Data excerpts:

______

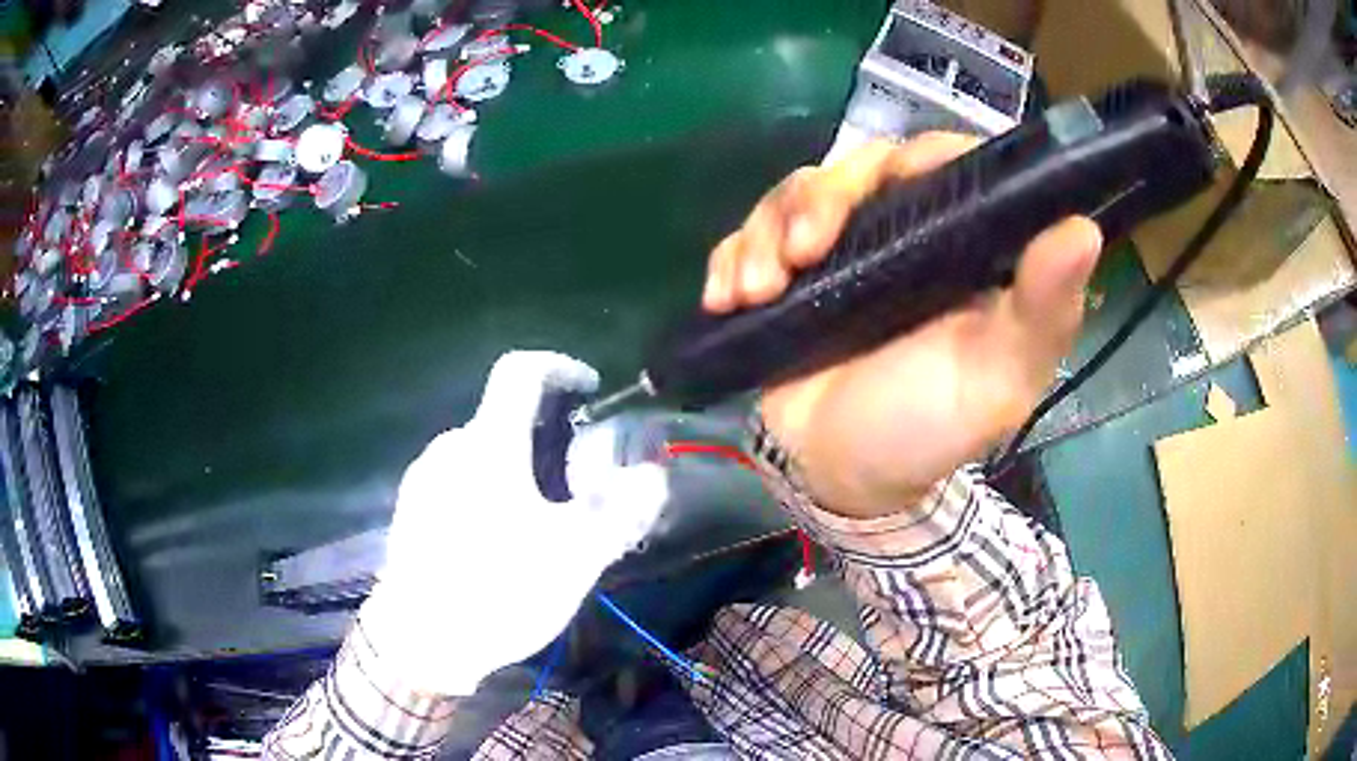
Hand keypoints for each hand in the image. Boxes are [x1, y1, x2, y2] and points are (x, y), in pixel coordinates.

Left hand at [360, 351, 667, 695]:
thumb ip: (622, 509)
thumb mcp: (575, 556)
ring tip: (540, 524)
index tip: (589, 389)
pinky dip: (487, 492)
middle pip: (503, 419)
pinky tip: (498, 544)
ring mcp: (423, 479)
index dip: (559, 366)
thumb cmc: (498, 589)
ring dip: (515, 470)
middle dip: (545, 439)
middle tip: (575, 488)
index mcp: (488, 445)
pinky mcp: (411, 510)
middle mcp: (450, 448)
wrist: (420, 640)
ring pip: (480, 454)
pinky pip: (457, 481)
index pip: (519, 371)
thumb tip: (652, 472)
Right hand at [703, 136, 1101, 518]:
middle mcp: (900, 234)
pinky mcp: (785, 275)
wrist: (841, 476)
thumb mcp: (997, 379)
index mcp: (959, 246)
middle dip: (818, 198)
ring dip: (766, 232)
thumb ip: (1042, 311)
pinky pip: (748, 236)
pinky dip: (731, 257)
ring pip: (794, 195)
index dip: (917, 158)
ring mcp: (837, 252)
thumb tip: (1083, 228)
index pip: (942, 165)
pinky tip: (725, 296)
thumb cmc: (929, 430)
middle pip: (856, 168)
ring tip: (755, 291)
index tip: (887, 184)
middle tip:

______

What you return should be the entries from above, unchanged and without their images.

ANSWER AREA:
Hand keypoints for each hand in the image. Boxes are [x1, y1, x2, y2] and points are (x, y), in pixel coordinates.

Left hand at [360, 351, 667, 695]:
thumb ip: (622, 509)
thumb mcp: (575, 556)
ring tip: (540, 524)
index tip: (589, 389)
pinky dip: (487, 492)
middle pip: (503, 419)
pinky tip: (498, 544)
ring mcp: (423, 479)
index dip: (559, 366)
thumb cmc: (498, 589)
ring dip: (515, 470)
middle dip: (545, 439)
middle tip: (575, 488)
index mcp: (488, 445)
pinky mcp: (411, 510)
middle mcp: (450, 448)
wrist: (420, 640)
ring pip: (480, 454)
pinky pip: (457, 481)
index pip: (519, 371)
thumb tip: (652, 472)
Right hand at [703, 136, 1101, 518]:
middle mcp: (900, 234)
pinky mcp: (785, 275)
wrist: (841, 476)
thumb mcp: (997, 379)
index mcp: (959, 246)
middle dip: (818, 198)
ring dip: (766, 232)
thumb ip: (1042, 311)
pinky pip: (748, 236)
pinky dip: (731, 257)
ring pip: (794, 195)
index dip: (917, 158)
ring mcp: (837, 252)
thumb tip: (1083, 228)
index pip: (942, 165)
pinky tip: (725, 296)
thumb cmc: (929, 430)
middle pip: (856, 168)
ring tip: (755, 291)
index tip: (887, 184)
middle tip:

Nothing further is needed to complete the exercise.